Material shown:
--------

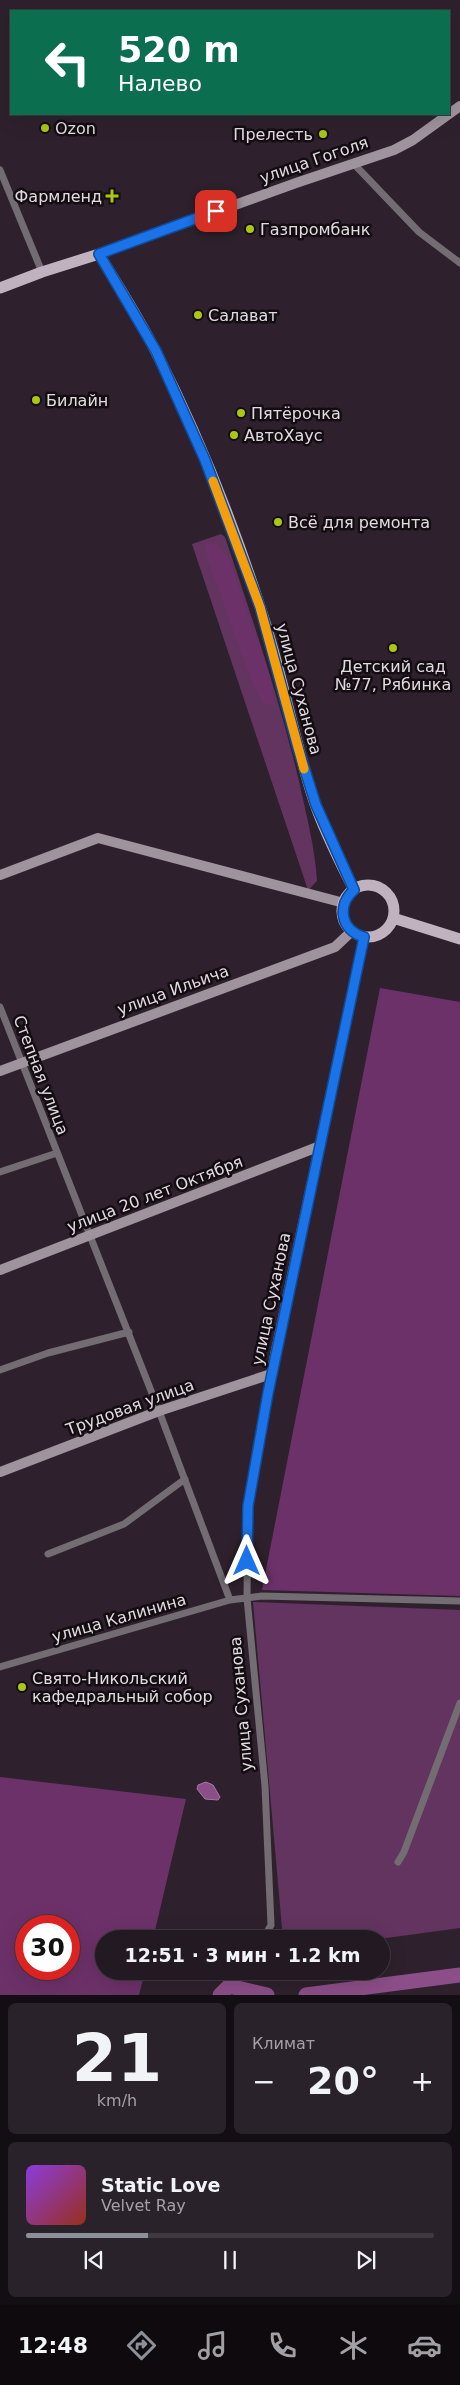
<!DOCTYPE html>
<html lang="ru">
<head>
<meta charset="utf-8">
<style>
	:root { --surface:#221922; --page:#2a222a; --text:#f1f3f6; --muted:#a2a0a5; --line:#3f3840; --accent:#8c9099 }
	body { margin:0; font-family:"DejaVu Sans",sans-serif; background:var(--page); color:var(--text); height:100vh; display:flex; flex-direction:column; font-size:19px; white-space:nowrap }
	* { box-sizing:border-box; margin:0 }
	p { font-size:16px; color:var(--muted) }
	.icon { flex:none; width:28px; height:28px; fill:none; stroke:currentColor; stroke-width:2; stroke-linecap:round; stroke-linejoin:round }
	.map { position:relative; height:1995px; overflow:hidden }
	.sheet { display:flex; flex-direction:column; gap:8px; padding:8px; background:#130e13; flex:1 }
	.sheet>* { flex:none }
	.banner { position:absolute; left:10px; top:10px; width:440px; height:105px; border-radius:0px; box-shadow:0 5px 20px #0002,0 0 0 1px var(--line); background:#0b6e4f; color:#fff; overflow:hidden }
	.speed { position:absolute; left:15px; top:1915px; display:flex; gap:10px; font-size:25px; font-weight:700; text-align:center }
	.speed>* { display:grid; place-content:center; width:65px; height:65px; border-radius:50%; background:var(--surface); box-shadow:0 5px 20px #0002,0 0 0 1px var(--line); line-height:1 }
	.speed .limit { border:8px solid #d22; background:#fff; color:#111 }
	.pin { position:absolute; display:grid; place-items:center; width:42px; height:42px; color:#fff; margin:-21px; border-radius:10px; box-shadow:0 2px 8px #0006 }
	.me { position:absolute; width:55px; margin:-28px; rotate:0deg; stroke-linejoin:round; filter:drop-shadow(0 0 4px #0008) }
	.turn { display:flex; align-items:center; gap:18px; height:105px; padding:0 25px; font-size:22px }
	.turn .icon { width:65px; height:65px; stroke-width:2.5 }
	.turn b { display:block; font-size:35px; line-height:42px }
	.big { font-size:38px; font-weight:700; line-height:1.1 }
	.sheet .tile { flex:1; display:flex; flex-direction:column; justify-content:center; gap:8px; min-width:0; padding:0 18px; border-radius:8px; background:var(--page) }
	.sheet .dial { align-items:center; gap:0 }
	.dial b { font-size:65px; line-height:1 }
	.song { display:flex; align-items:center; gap:15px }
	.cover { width:60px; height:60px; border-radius:8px; background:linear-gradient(135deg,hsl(270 70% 55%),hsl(10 70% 35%)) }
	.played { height:5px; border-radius:2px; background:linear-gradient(90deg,var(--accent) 30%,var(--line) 30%) }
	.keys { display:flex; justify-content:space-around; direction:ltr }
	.heat { display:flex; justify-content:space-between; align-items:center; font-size:28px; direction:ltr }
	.sheet .tiles { flex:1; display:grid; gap:8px; grid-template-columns:1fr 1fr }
	.tile:last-child { grid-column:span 2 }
	.trip { position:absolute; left:95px; top:1930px; width:295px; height:50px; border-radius:25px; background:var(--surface); box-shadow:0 5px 20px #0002,0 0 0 1px var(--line); font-weight:700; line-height:50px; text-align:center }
	.tab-bar { display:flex; height:80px; justify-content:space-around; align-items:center; background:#0e0a0e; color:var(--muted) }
	.tab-bar .icon { width:35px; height:35px }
	.tab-bar .selected { color:var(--accent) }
	.tab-bar b { font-size:22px; color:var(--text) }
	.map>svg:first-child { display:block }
	.green { fill:#62345f }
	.forest { fill:#6c3169; fill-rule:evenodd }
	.water { fill:#8c4e88; stroke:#a678a3 }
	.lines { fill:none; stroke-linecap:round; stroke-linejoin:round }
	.river { stroke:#8c4e88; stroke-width:15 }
	.street { stroke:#736c72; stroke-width:7 }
	.secondary { stroke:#9f939e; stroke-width:10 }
	.primary { stroke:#c1b2bf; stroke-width:11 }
	.route-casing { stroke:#114b97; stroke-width:12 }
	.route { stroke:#1a73e8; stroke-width:9 }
	.slow { stroke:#f59e0b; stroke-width:9 }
	.poi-dot { fill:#abc615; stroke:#130d12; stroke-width:2 }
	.labels { text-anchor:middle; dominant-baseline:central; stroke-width:5; stroke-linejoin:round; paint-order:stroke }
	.poi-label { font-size:16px; fill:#e2d9e1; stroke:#130d12; text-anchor:start }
	.street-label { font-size:16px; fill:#e2d9e1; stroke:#130d12 }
</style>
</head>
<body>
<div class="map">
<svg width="460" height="1995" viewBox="0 0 460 1995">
	<rect width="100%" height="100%" fill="#2e212d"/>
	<path class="green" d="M 221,534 L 225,537 C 252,617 279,698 299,781 C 306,814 315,847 317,881 L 308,890 L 192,544 Z
		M 253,1602 L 460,1610 L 460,1928 L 379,1939 L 283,1939 Z"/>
	<path class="forest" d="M 209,543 L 217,544 L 230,560 L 270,676 L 274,700 L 269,705 L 262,703 L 245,664 L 203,547 Z
		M 380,988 L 460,1002 L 460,1596 L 262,1590 Z
		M 0,1777 L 186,1799 L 153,1939 L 104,1939 L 104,1971 L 145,1971 L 139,1995 L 0,1995 ZM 69,1926 L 69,1969 L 26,1969 L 26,1926 Z"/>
	<path class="water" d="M 206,1782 L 213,1785 L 220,1797 L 218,1800 L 205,1799 L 197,1789 L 198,1785 Z"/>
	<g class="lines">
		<path class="river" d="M 220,1995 L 229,1986 L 267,1995
			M 306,1995 L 460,1975"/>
		<path class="street" d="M 353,163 L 419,232 L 460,263
			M 0,170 L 42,272
			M 0,1007 L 159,1411 L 230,1600
			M 0,1172 L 57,1153
			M 0,1370 L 48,1353 L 129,1332
			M 48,1554 L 124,1524 L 185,1479
			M 0,1667 L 230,1600 L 262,1596 L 460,1601
			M 398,1862 L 404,1852 L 460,1703
			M 263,1939 L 271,1925 L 265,1786 L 247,1598 L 248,1506 L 271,1374"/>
		<path class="secondary" d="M 99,254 L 296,183 L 394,150 L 413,140 L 460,106
			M 0,875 L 98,838 L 344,903
			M 0,1071 L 335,947 L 352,931
			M 0,1270 L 320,1146
			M 0,1472 L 159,1411 L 271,1374 L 364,937"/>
		<path class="primary" d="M 0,288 L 42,272 L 99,254 C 118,286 139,318 156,352 C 197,433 232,520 260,607 C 282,671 293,739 315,804 C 325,833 340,862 354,890
			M342 911a26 26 0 1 1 52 0a26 26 0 1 1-52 0Z
			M 393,918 L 460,939"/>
	</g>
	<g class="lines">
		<defs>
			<path id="route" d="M 216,211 L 99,254 L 156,351 L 205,460 L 260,607 L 298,748 L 316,805 L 354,890 C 337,905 340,930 364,937 L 268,1393 L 248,1506 L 247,1561"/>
		</defs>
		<use href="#route" class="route-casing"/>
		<use href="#route" class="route"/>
		<path class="slow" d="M 213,481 L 260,607 L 304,769"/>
	</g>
	<g class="poi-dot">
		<circle cx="45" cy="128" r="5"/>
		<circle cx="323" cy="134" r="5"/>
		<path d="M109.5 188.5h5v5h5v5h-5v5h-5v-5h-5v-5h5z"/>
		<circle cx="250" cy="229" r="5"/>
		<circle cx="198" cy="315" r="5"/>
		<circle cx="36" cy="400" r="5"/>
		<circle cx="241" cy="413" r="5"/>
		<circle cx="234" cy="435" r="5"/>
		<circle cx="278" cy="522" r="5"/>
		<circle cx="393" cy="648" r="5"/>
		<circle cx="22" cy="1687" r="5"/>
	</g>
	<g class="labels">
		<g class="poi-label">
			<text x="55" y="128">Ozon</text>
			<text x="313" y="134" text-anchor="end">Прелесть</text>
			<text x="102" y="196" text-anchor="end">Фармленд</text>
			<text x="260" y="229">Газпромбанк</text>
			<text x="208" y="315">Салават</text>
			<text x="46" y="400">Билайн</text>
			<text x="251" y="413">Пятёрочка</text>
			<text x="244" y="435">АвтоХаус</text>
			<text x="288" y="522">Всё для ремонта</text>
			<text x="393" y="666" text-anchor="middle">Детский сад<tspan x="393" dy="18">№77, Рябинка</tspan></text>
			<text x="32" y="1678">Свято-Никольский<tspan x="32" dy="18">кафедральный собор</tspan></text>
		</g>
		<g class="street-label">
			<text transform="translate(314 160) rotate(-19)">улица Гоголя</text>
			<text transform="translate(299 689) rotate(75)">улица Суханова</text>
			<text transform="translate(173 990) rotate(-20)">улица Ильича</text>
			<text transform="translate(41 1075) rotate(69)">Степная улица</text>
			<text transform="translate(155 1194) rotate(-21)">улица 20 лет Октября</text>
			<text transform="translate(271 1299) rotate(-78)">улица Суханова</text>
			<text transform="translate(130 1407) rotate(-20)">Трудовая улица</text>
			<text transform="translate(119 1618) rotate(-16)">улица Калинина</text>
			<text transform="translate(241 1704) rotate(-95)">улица Суханова</text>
		</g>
	</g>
</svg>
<div class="speed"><div class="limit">30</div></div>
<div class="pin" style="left:216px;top:211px;background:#d93025"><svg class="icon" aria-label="arrive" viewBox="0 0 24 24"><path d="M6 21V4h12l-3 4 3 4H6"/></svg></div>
<svg class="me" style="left:247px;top:1561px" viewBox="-20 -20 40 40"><path d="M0-17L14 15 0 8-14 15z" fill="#1a73e8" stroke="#fff" stroke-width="4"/></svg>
<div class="trip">12:51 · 3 мин · 1.2 km</div>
<div class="banner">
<div class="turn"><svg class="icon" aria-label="left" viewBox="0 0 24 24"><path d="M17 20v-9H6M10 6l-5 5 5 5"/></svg><div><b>520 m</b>Налево</div></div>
</div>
</div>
<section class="sheet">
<div class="tiles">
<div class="tile dial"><b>21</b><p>km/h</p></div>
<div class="tile"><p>Климат</p>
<div class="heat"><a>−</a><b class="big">20°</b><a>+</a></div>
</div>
<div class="tile">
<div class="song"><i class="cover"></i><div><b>Static Love</b><p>Velvet Ray</p></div></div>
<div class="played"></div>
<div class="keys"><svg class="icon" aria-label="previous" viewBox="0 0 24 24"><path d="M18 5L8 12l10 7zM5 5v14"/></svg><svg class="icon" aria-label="pause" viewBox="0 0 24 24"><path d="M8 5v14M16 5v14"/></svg><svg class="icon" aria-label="next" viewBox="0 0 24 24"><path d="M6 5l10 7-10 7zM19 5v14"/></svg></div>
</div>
</div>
</section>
<nav class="tab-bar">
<b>12:48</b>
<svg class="icon selected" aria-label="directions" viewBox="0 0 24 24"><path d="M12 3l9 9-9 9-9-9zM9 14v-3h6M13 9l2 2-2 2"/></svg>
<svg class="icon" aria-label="music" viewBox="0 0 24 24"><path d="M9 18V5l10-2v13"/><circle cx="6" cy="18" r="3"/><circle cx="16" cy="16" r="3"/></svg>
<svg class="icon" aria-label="phone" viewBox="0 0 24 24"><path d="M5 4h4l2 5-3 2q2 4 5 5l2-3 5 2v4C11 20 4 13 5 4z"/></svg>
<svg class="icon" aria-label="climate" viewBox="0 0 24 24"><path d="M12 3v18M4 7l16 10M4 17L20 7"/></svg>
<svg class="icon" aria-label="car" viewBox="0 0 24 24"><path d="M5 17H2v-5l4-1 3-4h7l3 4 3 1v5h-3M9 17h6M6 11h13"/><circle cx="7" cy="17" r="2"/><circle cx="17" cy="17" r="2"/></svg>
</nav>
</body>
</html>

--------

Task prompt:
The line containing "--surface:#221922; --page:#2a222a; --text:#f1f3f6;" marks where the copy ends; print every line before it from the start of the records, and that line too, but no pictures.

Exercise response:
<!DOCTYPE html>
<html lang="ru">
<head>
<meta charset="utf-8">
<style>
	:root { --surface:#221922; --page:#2a222a; --text:#f1f3f6; --muted:#a2a0a5; --line:#3f3840; --accent:#8c9099 }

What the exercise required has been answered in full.